Standard SKU requires explicit configuration
Basic SKU Load Balancer provided implicit outbound SNAT and allowed health probe traffic through NSGs without rules. Standard SKU does neither — everything must be configured explicitly. This is correct behavior: implicit allowances obscure what's actually happening on your network. Microsoft is retiring Basic SKU; all new deployments use Standard.
Subnet gateway IPs never respond to ping
The .1 address in each subnet (e.g., 10.0.1.1) is an Azure infrastructure address that never responds to ICMP. A common first debugging step is pinging the gateway to test connectivity — it will always time out even when everything is working. Always test peering by pinging a VM's private IP.
Bastion NSG rules must be inline
Defining Bastion NSG rules as separate child resources triggers a race condition — the compliance check at subnet attachment time may run before all rules are deployed. Rules inside securityRules: [...] on the NSG resource deploy atomically and pass the compliance check reliably every time.
Verify installation, don't trust exit codes
apt install can exit 0 while silently failing to download packages when there's no outbound internet access. The Standard LB SNAT issue was only discovered via systemctl status nginx — the install appeared successful. Always verify service state after package installation on a newly provisioned VM.

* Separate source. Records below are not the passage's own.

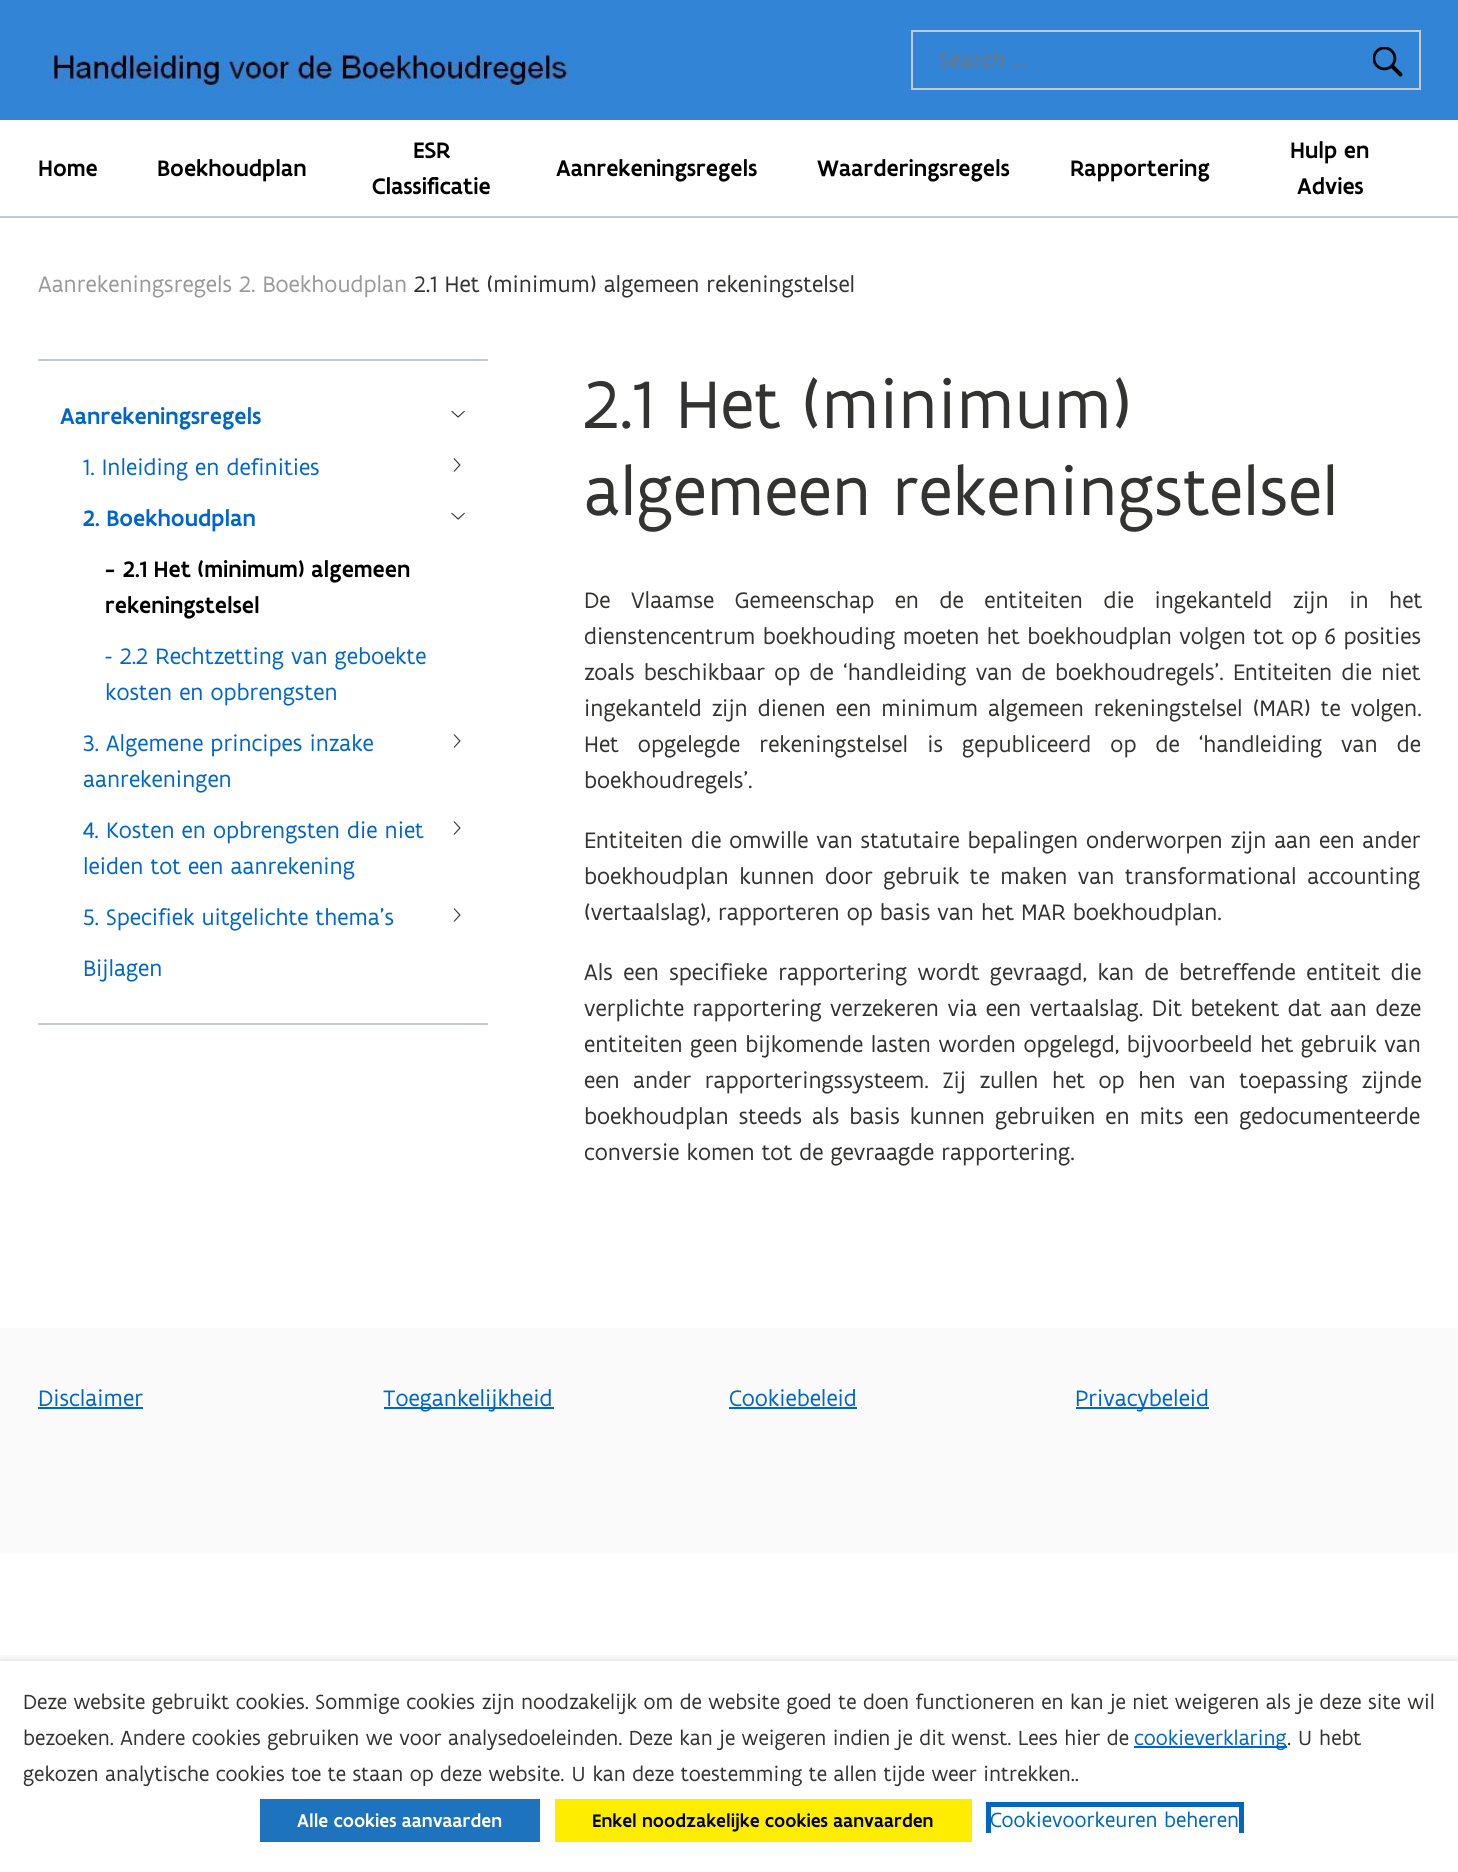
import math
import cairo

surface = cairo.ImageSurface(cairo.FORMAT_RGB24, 1458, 1872)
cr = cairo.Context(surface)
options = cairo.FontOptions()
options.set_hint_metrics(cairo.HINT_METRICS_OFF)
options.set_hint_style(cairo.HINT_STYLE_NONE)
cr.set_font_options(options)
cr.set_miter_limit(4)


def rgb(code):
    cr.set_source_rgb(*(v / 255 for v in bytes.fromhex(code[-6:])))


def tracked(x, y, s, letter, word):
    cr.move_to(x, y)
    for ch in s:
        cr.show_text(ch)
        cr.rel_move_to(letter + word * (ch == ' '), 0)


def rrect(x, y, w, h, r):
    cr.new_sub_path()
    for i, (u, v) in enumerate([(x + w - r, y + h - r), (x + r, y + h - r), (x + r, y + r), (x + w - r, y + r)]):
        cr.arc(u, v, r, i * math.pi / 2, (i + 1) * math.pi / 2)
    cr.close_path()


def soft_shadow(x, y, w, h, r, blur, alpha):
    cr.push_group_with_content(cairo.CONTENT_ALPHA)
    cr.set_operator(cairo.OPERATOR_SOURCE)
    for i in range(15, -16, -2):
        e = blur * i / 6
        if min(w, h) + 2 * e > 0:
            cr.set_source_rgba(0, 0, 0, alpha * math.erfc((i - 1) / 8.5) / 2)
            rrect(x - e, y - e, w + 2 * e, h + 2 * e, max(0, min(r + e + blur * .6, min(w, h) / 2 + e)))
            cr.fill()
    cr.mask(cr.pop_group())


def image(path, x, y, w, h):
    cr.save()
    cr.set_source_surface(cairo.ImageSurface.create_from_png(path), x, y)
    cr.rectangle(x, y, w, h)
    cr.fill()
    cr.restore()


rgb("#ffffff")
cr.paint()
rgb("#3184d6")
cr.rectangle(0, 0, 1458, 120)
cr.fill()
image("img/1.png", 49, 50, 528, 37)
cr.rectangle(912, 31, 508, 58)
rgb("#c3cad4")
cr.stroke()
image("img/2.png", 1373, 47, 30, 30)
for x, y, w, h, color in [
    (0, 216, 1458, 2, "#c3cad4"),
    (38, 359, 450, 2, "#c3cad4"),
    (38, 1023, 450, 2, "#c3cad4"),
]:
    rgb(color)
    cr.rectangle(x, y, w, h)
    cr.fill()
image("img/3.png", 451, 410, 14, 8)
image("img/4.png", 453, 458, 8, 14)
image("img/3.png", 451, 512, 14, 8)
image("img/4.png", 453, 734, 8, 14)
image("img/4.png", 453, 821, 8, 14)
image("img/4.png", 453, 908, 8, 14)
for x, y, w, h, color in [
    (0, 1328, 1458, 225, "#fafafb"),
    (38, 1407, 105, 2, "#0066cc"),
    (384, 1407, 170, 2, "#0066cc"),
    (729, 1407, 128, 2, "#0066cc"),
    (1076, 1407, 133, 2, "#0066cc"),
]:
    rgb(color)
    cr.rectangle(x, y, w, h)
    cr.fill()
cr.save()
cr.rectangle(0, 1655, 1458, 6)
cr.clip()
rgb("#000000")
soft_shadow(0, 1668, 1458, 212, 0, 7.5, 0.5)
cr.restore()
for x, y, w, h, color in [
    (1134, 1746, 153, 2, "#0066cc"),
    (260, 1799, 280, 43, "#1e73be"),
    (555, 1799, 417, 43, "#ffed00"),
    (986, 1802, 258, 5, "#0066bf"),
    (1239, 1802, 5, 31, "#0066bf"),
    (986, 1802, 5, 31, "#0066bf"),
]:
    rgb(color)
    cr.rectangle(x, y, w, h)
    cr.fill()
cr.select_font_face("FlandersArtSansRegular")
cr.set_font_size(24)
rgb("#757575")
cr.move_to(939, 68)
cr.show_text("Search …")
cr.select_font_face("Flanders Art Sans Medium")
rgb("#000000")
for x, y, s in [
    (38, 176, "Home"),
    (157, 176, "Boekhoudplan"),
    (413, 158, "ESR"),
    (372, 194, "Classificatie"),
    (556, 176, "Aanrekeningsregels"),
    (817, 176, "Waarderingsregels"),
    (1070, 176, "Rapportering"),
    (1290, 158, "Hulp en"),
    (1297, 194, "Advies"),
]:
    cr.move_to(x, y)
    cr.show_text(s)
cr.select_font_face("FlandersArtSansRegular")
rgb("#999999")
cr.move_to(38, 292)
cr.show_text("Aanrekeningsregels 2. Boekhoudplan")
rgb("#333332")
cr.move_to(414, 292)
cr.show_text("2.1 Het (minimum) algemeen rekeningstelsel")
cr.select_font_face("Flanders Art Sans Medium")
rgb("#0066cc")
cr.move_to(60, 424)
cr.show_text("Aanrekeningsregels")
cr.select_font_face("FlandersArtSansRegular")
cr.move_to(83, 475)
cr.show_text("1. Inleiding en definities")
cr.select_font_face("Flanders Art Sans Medium")
cr.move_to(83, 526)
cr.show_text("2. Boekhoudplan")
rgb("#000000")
for x, y, s in [
    (105, 577, "-"),
    (123, 577, "2.1 Het (minimum) algemeen"),
    (105, 613, "rekeningstelsel"),
]:
    cr.move_to(x, y)
    cr.show_text(s)
cr.select_font_face("FlandersArtSansRegular")
rgb("#0066cc")
for x, y, s in [
    (105, 664, "-"),
    (120, 664, "2.2 Rechtzetting van geboekte"),
    (105, 700, "kosten en opbrengsten"),
    (83, 751, "3. Algemene principes inzake"),
    (83, 787, "aanrekeningen"),
    (83, 838, "4. Kosten en opbrengsten die niet"),
    (83, 874, "leiden tot een aanrekening"),
    (83, 925, "5. Specifiek uitgelichte thema’s"),
    (83, 976, "Bijlagen"),
]:
    cr.move_to(x, y)
    cr.show_text(s)
cr.set_font_size(72)
rgb("#333332")
cr.move_to(584, 428)
cr.show_text("2.1 Het (minimum)")
cr.move_to(584, 515)
cr.show_text("algemeen rekeningstelsel")
cr.set_font_size(24)
tracked(584, 608, "De Vlaamse Gemeenschap en de entiteiten die ingekanteld zijn in het", 0, 13.5)
tracked(584, 644, "dienstencentrum boekhouding moeten het boekhoudplan volgen tot op 6 posities", 0, 0.4)
tracked(584, 680, "zoals beschikbaar op de ‘handleiding van de boekhoudregels’. Entiteiten die niet", 0, 2.25)
tracked(584, 716, "ingekanteld zijn dienen een minimum algemeen rekeningstelsel (MAR) te volgen.", 0, 3)
tracked(584, 752, "Het opgelegde rekeningstelsel is gepubliceerd op de ‘handleiding van de", 0, 12)
cr.move_to(584, 788)
cr.show_text("boekhoudregels’.")
tracked(584, 848, "Entiteiten die omwille van statutaire bepalingen onderworpen zijn aan een ander", 0, 0.75)
tracked(584, 884, "boekhoudplan kunnen door gebruik te maken van transformational accounting", 0, 3.5)
cr.move_to(584, 920)
cr.show_text("(vertaalslag), rapporteren op basis van het MAR boekhoudplan.")
tracked(584, 980, "Als een specifieke rapportering wordt gevraagd, kan de betreffende entiteit die", 0, 3.4)
tracked(584, 1016, "verplichte rapportering verzekeren via een vertaalslag. Dit betekent dat aan deze", 0, 1.5)
tracked(584, 1052, "entiteiten geen bijkomende lasten worden opgelegd, bijvoorbeeld het gebruik van", 0, 0.5)
tracked(584, 1088, "een ander rapporteringssysteem. Zij zullen het op hen van toepassing zijnde", 0, 6.5)
tracked(584, 1124, "boekhoudplan steeds als basis kunnen gebruiken en mits een gedocumenteerde", 0, 3)
cr.move_to(584, 1160)
cr.show_text("conversie komen tot de gevraagde rapportering.")
rgb("#0066cc")
for x, y, s in [
    (38, 1406, "Disclaimer"),
    (383, 1406, "Toegankelijkheid"),
    (729, 1406, "Cookiebeleid"),
    (1075, 1406, "Privacybeleid"),
]:
    cr.move_to(x, y)
    cr.show_text(s)
cr.set_font_size(22)
rgb("#333332")
cr.move_to(23, 1709)
cr.show_text("Deze website gebruikt cookies. Sommige cookies zijn noodzakelijk om de website goed te doen functioneren en kan je niet weigeren als je deze site wil")
cr.move_to(23, 1745)
cr.show_text("bezoeken. Andere cookies gebruiken we voor analysedoeleinden. Deze kan je weigeren indien je dit wenst. Lees hier de")
rgb("#0066cc")
cr.move_to(1134, 1745)
cr.show_text("cookieverklaring")
rgb("#333332")
cr.move_to(1287, 1745)
cr.show_text(". U hebt")
cr.move_to(23, 1781)
cr.show_text("gekozen analytische cookies toe te staan op deze website. U kan deze toestemming te allen tijde weer intrekken..")
cr.select_font_face("Flanders Art Sans Medium")
cr.set_font_size(19.5)
rgb("#ffffff")
cr.move_to(297, 1827)
cr.show_text("Alle cookies aanvaarden")
rgb("#000000")
cr.move_to(592, 1827)
cr.show_text("Enkel noodzakelijke cookies aanvaarden")
cr.select_font_face("FlandersArtSansRegular")
cr.set_font_size(22)
rgb("#0066bf")
cr.move_to(990, 1827)
cr.show_text("Cookievoorkeuren beheren")
surface.write_to_png("page.png")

404 is stronger than 403 for locked storage
When Azure Storage public access is disabled, it returns 404, not 403. A 403 Unauthorized tells an attacker the resource exists and they lack permission. A 404 reveals nothing. This is intentional Azure behavior — understanding the difference between "access denied" and "does not exist" matters when hardening PaaS services.